The Rainforest Alliance is working with local communities across Mexico to stop this destruction, helping them secure a sustainable future for their forests, their children and themselves. Stuart Singleton-White, our Senior Manager External Communications recently visited one such community in the Oaxaca region of Mexico. Here is what he found…
The Ixtepeji Community Forest Park lies 8,000 feet up in the Serra Madre Del Sur Mountains. To reach it requires a 45-minute drive out of the city of Oaxaca climbing and climbing through an increasing remote landscape of small agriculture and pine forest, along mountain roads that twist and turn back and forth and then back again. This was not a ride for the timid and squeamish. As I looked out from the bus window I often found myself looking directly over a sheer drop with the valley bottom hundreds of feet below. I was so glad I wasn’t driving, particularly when we encountered trucks full of logs hurtling towards us down the mountain.
The community forest park covers a total area of 21,372 hectares and is run by the local Zapotec community, who took over responsibility for the area from the Mexican government.
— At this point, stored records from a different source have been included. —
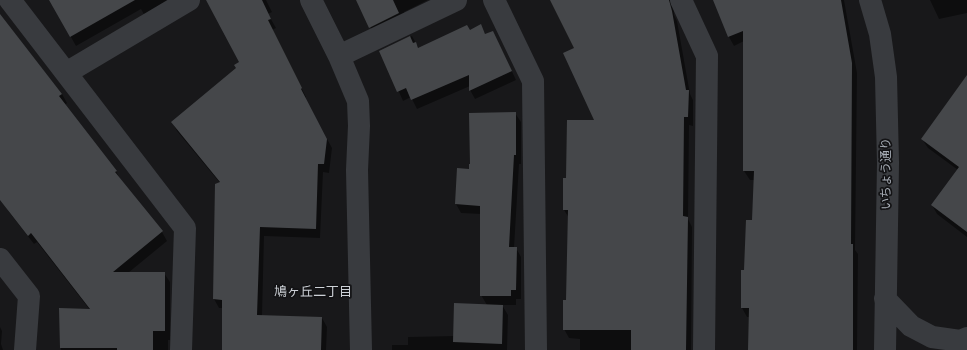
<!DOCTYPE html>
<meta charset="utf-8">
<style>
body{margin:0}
canvas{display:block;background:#18181a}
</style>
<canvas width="967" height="350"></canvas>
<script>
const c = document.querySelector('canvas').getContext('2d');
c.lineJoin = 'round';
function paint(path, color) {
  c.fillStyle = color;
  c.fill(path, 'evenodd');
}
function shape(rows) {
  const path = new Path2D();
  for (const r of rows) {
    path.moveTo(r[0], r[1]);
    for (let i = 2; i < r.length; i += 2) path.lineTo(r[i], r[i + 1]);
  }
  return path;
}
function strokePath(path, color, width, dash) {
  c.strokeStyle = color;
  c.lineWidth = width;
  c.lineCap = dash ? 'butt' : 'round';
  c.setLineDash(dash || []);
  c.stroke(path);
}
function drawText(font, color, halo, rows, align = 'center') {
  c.font = font + ' "Titillium Web","Noto Sans JP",sans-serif';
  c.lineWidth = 3.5;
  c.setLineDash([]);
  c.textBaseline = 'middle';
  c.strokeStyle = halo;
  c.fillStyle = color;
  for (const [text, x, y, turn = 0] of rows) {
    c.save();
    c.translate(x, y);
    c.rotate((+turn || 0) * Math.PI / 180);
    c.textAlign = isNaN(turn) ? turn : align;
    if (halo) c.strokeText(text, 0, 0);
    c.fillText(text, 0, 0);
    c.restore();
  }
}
paint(shape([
 [50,0,178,0,146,18,141,9,76,46],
 [207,0,266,0,272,12,268,14,276,28,272,30,306,97,305,98,332,148,329,173,323,172,320,238,264,236,262,316,322,318,327,327,326,350,223,350,223,308,219,308,214,299,220,183,177,131,172,122,238,69,241,62],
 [357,0,428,0,404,12,408,21,375,36],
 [552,0,673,0,674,15,677,21,690,94,693,100,693,126,689,125,688,219,692,227,691,350,580,350,580,339,569,338,564,329,567,301,569,218,564,210,567,179,596,121,575,48],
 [715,0,844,0,857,73,855,250,858,254,857,350,749,350,750,317,747,317,742,308,745,271,753,221,755,180,750,180,744,171,744,41,734,46,729,37],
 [930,0,967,0,967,13,939,19],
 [0,15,62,94,67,103,65,105,116,171,121,181,162,232,167,241,128,273,164,273,170,282,170,340,168,340,168,350,61,350,60,309,90,310,37,242,34,244,9,212,4,203,0,187],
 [480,26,486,35,493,32,516,80,475,99,470,90,470,86,417,109,411,97,403,101,381,51,412,36,419,49,470,31],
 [967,89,967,237,937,214,932,205,958,170,928,148,922,139],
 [515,113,521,122,521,164,519,164,514,248,516,248,521,257,521,299,516,299,516,305,502,305,508,315,507,350,392,350,392,345,408,345,408,337,454,336,487,305,481,295,481,214,461,213,456,204,458,169,470,170],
 [0,327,2,331,1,344,3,350,0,350]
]), '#0007');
paint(shape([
 [49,0,135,0,70,37],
 [206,0,262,0,271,19,268,20,302,88,301,89,327,139,324,164,318,164,316,229,260,227,257,315,322,317,321,350,222,350,222,300,213,299,215,184,220,182,171,122,236,68,234,65,239,62],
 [356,0,393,0,399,13,369,28],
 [550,0,669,0,672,11,686,90,689,90,688,117,684,117,683,216,688,217,686,350,631,350,631,330,563,330,563,300,566,300,568,210,563,210,563,178,566,178,567,120,594,120,563,53,574,48],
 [713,0,841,0,852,63,851,244,853,244,853,350,748,350,749,308,741,308,741,270,744,270,746,220,752,220,754,171,743,171,743,31,728,37],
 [0,14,62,94,59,96,117,171,115,172,163,231,113,272,165,272,165,331,153,331,153,350,117,350,117,348,60,348,59,308,90,309,31,233,28,236,0,200],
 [481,24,485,34,493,31,512,71,469,91,469,75,411,100,406,88,397,92,379,51,410,36,413,43,416,42,418,48,467,25,470,30],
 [967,75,967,232,931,205,959,167,921,139],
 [516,112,516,155,514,155,509,247,517,247,516,290,511,290,511,296,480,296,480,206,455,204,457,168,469,169,469,164,470,164,469,113],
 [454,303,503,305,502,344,453,342]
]), '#45474a');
strokePath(shape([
 [10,0,185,228,181,350],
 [311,0,339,56,358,101,359,126,357,170,361,350],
 [494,0,533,81,536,350],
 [681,0,707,56,704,350],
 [870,0,880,34,886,77,888,163,885,350],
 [339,56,456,0],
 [66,73,189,0],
 [0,259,29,296,25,350],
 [885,299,911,326,932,337,960,341,967,338]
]), '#393b3f', 22);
drawText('12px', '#abb1ba', '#131315', [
 ["いちょう通り",887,174,-90]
]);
drawText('13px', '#ccd0d6', '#131315', [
 ["鳩ヶ丘二丁目",313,293]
]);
</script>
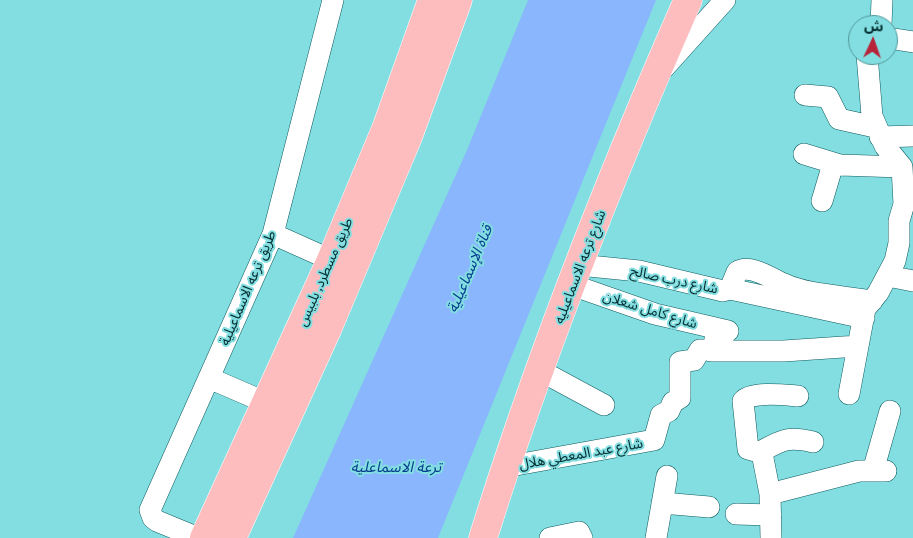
<!DOCTYPE html>
<html>
<head>
<meta charset="utf-8">
<style>
	body { margin:0 }
	#map { position:relative; width:913px; height:538px; overflow:hidden; background:#83dee1; font-family:"Public Sans","Noto Sans Arabic",sans-serif }
	canvas { display:block }
	.north { position:absolute; left:848px; top:15px; width:50px; height:50px; box-sizing:border-box; background:#83dee1; border:1px solid #50979a; border-radius:50%; rotate:3deg; font-size:14px; font-weight:700; line-height:20px; text-align:center; color:#032d2f }
	.north::after { content:''; display:block; margin:auto; width:18px; height:22px; background:#b7253b; clip-path:polygon(50% 0,100% 100%,50% 72%,0 100%) }
</style>
</head>
<body>
<div id="map">
<canvas width="913" height="538"></canvas>
<div class="north">ش</div>
</div>
<script>
const ctx = document.querySelector('canvas').getContext('2d');
ctx.lineJoin = 'round';
function fill(path, color) {
  ctx.fillStyle = color;
  ctx.fill(path, 'evenodd');
}
function stroke(path, color, width, dash) {
  ctx.strokeStyle = color;
  ctx.lineWidth = width;
  ctx.lineCap = dash ? 'butt' : 'round';
  ctx.setLineDash(dash || []);
  ctx.stroke(path);
}
function label(font, color, halo, rows, align = 'center') {
  ctx.font = font + ' "Public Sans","Noto Sans Arabic",sans-serif';
  ctx.lineWidth = 4;
  ctx.setLineDash([]);
  ctx.textBaseline = 'middle';
  ctx.strokeStyle = halo;
  ctx.fillStyle = color;
  for (const [text, x, y, turn = 0] of rows) {
    ctx.save();
    ctx.translate(x, y);
    ctx.rotate((+turn || 0) * Math.PI / 180);
    ctx.textAlign = isNaN(turn) ? turn : align;
    if (halo) ctx.strokeText(text, 0, 0);
    ctx.fillText(text, 0, 0);
    ctx.restore();
  }
}
fill(new Path2D(`
	M 528,0 L 656,0 L 438,538 L 293,538 L 467,150 Z`), '#89b6fc');
const minor = new Path2D(`
	M 881,25 L 882,0
	M 888,38 L 913,42
	M 663,69 L 725,0
	M 805,95 L 828,97 L 839,119 L 875,127
	M 880,137 L 913,136
	M 804,154 L 840,165 L 902,167
	M 822,201 L 833,164
	M 273,234 L 331,260
	M 579,265 L 639,271 L 723,291 L 730,289 L 737,272 C 750,263 772,279 784,284 C 807,295 845,296 872,301
	M 888,276 L 913,281
	M 572,285 L 655,314 L 728,331
	M 730,289 L 864,318
	M 711,351 L 784,351 L 858,346
	M 541,371 L 604,405
	M 209,378 L 267,403
	M 849,394 L 865,309 L 878,293 L 895,261 L 899,243 L 899,221 L 904,204 L 902,167 L 885,146 L 872,116 L 867,55
	M 760,452 C 782,440 788,436 813,442
	M 505,467 L 654,440 L 661,415 L 669,411 L 673,402 L 680,398 L 680,362 L 694,360 L 700,350 L 713,350 L 717,329
	M 873,471 L 890,411
	M 770,494 L 859,471 L 886,471
	M 662,503 L 709,507
	M 736,514 L 771,515
	M 198,538 L 157,521 L 153,518 L 150,510 L 273,234 L 333,0
	M 550,538 L 579,532 L 582,538
	M 656,538 L 667,476
	M 771,538 L 770,494 L 762,453 L 748,449 L 743,401 C 750,391 786,395 798,396`);
const major = new Path2D(`
	M 204,538 L 331,260 L 387,126 L 432,0
	M 232,538 L 327,330 L 408,137 L 458,0
	M 483,538 C 540,355 611,175 688,0`);
stroke(minor, '#0c5b5e', 22);
stroke(major, '#fff', 29);
stroke(minor, '#fff', 21);
stroke(major, '#fdbdbf', 28);
label('14px', '#032d2f', '#83dee1', [
	["شارع ترعه الاسماعيليه",580,267,-69],
	["طريق مسطرد, بلبيس",325,272,-66],
	["شارع درب صالح",674,280,12],
	["طريق ترعه الاسماعيلية",248,288,-67],
	["شارع كامل شعلان",650,310,17],
	["شارع عبد المعطي هلال",581,454,-10]
]);
label('italic 15px', '#063f8e', '#83dee1', [
	["قناة الإسماعيلية",470,269,-67],
	["ترعة الاسماعلية",396,467]
]);
</script>
</body>
</html>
In fact almost 80 per cent of Mexico’s forests are now under the legal jurisdiction of local communities. For the Ixtepeji community this means a greater say in how their forest is managed and the economic activities that take place there. With much of that management under the guidance of a management committee nominated by the community themselves. Those economic activities include logging, for which the community has gained FSC accreditation through the Rainforest Alliance.
This means that the area of the forest open for timber extraction, approximately 3,834 hectares, is operated on a 10-year rotation with selective extraction taking place in each area once a decade, and while the community does plant trees, a great deal of the management focuses on the natural regeneration of the forest.
But it’s not only timber that provides an income for the community. Another 1,924 hectares is managed to allow the sustainable extraction of other forest products such as ferns, bromeliads and mosses – a vital component of any Mexican family’s nativity scene.
In 2003 the community set aside 1,200 hectares of the park for the development of an ecotourism enterprise, situated in the heart of 2,521 hectares of fully protected forest.
Today they provide holiday accommodation through nine family-sized cabins and an accommodation block of eight rooms, allowing tourists to get a real natural Mexican experience; whether hiking, bird watching or simply relaxing in such a beautiful environment.
What I saw in Ixtepeji was a great example of sustainability in action. This is forest management that isn’t simply preserving protected forest. This is a dynamic and productive environment, conserving the best in biodiversity while ensuring a community is able to work in harmony with nature. A community able to provide livelihoods to its members both for today’s generation and tomorrows, while allowing that community to keep its roots planted deep in its ancestral soil alongside their majestic trees.